=== Work request ===
Transcribe every entry exactly, leaving out any pictures.

=== Supplied entries ===
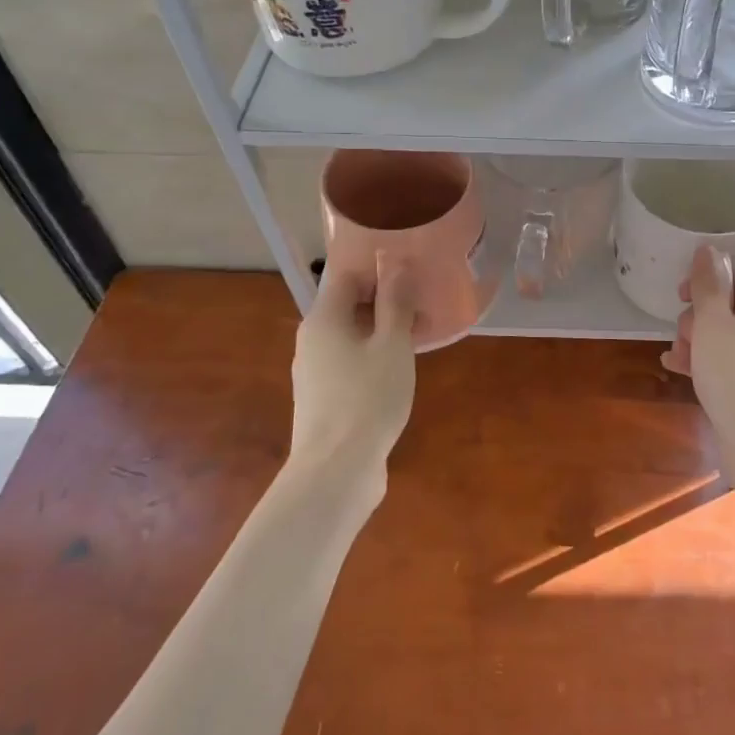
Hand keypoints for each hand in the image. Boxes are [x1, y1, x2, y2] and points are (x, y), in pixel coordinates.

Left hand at [289, 259, 416, 478]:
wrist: (336, 471)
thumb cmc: (368, 398)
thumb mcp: (392, 345)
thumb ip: (394, 302)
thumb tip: (393, 263)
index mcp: (323, 319)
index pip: (346, 275)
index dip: (379, 271)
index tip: (413, 279)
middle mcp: (312, 339)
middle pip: (347, 305)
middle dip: (384, 302)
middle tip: (422, 309)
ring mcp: (314, 371)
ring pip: (349, 336)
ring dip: (381, 331)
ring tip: (417, 339)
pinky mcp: (323, 398)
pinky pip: (348, 362)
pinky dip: (372, 357)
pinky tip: (398, 372)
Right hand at [662, 245, 734, 484]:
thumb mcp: (714, 324)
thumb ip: (708, 285)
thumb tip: (709, 249)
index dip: (706, 277)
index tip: (680, 295)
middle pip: (727, 304)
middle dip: (696, 315)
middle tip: (685, 334)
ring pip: (721, 334)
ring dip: (693, 340)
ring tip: (677, 356)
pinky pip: (723, 361)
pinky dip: (701, 361)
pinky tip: (675, 368)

=== Solution for this exercise ===
Hand keypoints for each hand in the image. Boxes are [x1, y1, x2, y2] and points are (x, y), in pixel coordinates.

Left hand at [289, 259, 416, 478]:
wrist: (336, 471)
thumb cmc: (368, 398)
thumb mcp: (392, 345)
thumb ip: (394, 302)
thumb tip: (393, 263)
index mcp: (323, 319)
index pip: (346, 275)
index dip: (379, 271)
index tip: (413, 279)
middle mcp: (312, 339)
middle pip: (347, 305)
middle dip: (384, 302)
middle tip: (422, 309)
ring mcp: (314, 371)
ring pip: (349, 336)
ring dip: (381, 331)
ring tip: (417, 339)
pinky mcp: (323, 398)
pinky pip: (348, 362)
pinky dip: (372, 357)
pinky tip: (398, 372)
Right hand at [662, 245, 734, 484]:
thumb mcp: (714, 324)
thumb ip: (708, 285)
thumb tip: (709, 249)
index dip: (706, 277)
index tip: (680, 295)
middle pip: (727, 304)
middle dip: (696, 315)
middle tip: (685, 334)
ring pip: (721, 334)
ring dip: (693, 340)
ring tip: (677, 356)
pinky pip: (723, 361)
pinky dip: (701, 361)
pinky tip: (675, 368)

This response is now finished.